### Try it
Reproduce the data exactly as it stands.
(Supplied data)
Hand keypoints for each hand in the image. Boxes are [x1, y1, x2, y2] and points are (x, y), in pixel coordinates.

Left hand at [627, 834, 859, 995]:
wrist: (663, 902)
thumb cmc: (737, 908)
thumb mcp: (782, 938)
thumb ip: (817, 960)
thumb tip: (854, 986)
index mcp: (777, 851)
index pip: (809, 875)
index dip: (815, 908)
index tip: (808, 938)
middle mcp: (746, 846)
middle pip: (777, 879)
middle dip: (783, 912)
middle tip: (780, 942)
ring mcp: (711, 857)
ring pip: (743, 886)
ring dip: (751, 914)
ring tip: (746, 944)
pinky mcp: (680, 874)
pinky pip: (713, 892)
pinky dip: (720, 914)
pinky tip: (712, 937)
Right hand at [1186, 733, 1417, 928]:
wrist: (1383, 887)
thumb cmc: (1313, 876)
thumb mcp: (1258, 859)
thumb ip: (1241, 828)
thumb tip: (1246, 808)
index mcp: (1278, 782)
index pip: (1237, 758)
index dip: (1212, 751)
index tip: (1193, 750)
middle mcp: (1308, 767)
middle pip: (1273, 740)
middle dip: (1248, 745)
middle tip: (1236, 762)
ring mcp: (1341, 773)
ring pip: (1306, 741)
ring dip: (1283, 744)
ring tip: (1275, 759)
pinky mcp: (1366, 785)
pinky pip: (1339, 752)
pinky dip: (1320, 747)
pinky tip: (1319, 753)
(End Supplied data)
### Response to the exercise
Hand keypoints for each hand in the image. Boxes are [x1, y1, x2, y2] and points are (x, y), in pixel coordinates.

Left hand at [627, 834, 859, 995]:
wrist: (663, 902)
thumb cmc: (737, 908)
thumb mcp: (782, 938)
thumb ip: (817, 960)
thumb tip: (854, 986)
index mcp: (777, 851)
index pip: (809, 875)
index dip: (815, 908)
index tip: (808, 938)
middle mcp: (746, 846)
middle pip: (777, 879)
middle dip: (783, 912)
middle tip: (780, 942)
ring mcp: (711, 857)
ring pip: (743, 886)
ring dip: (751, 914)
ring tip: (746, 944)
pinky mcp: (680, 874)
pinky pip: (713, 892)
pinky dip: (720, 914)
pinky tip: (712, 937)
Right hand at [1186, 733, 1417, 928]:
wrist: (1383, 887)
thumb cmc: (1313, 876)
thumb mcp: (1258, 859)
thumb ip: (1241, 828)
thumb tip: (1246, 808)
index mcp: (1278, 782)
index pip: (1237, 758)
index dip: (1212, 751)
index tip: (1193, 750)
middle mcp: (1308, 767)
middle pip: (1273, 740)
middle dip: (1248, 745)
middle tip: (1236, 762)
ring mcp: (1341, 773)
ring pip: (1306, 741)
ring dip: (1283, 744)
ring tip: (1275, 759)
pinky mcp: (1366, 785)
pinky pip: (1339, 752)
pinky dip: (1320, 747)
pinky tip: (1319, 753)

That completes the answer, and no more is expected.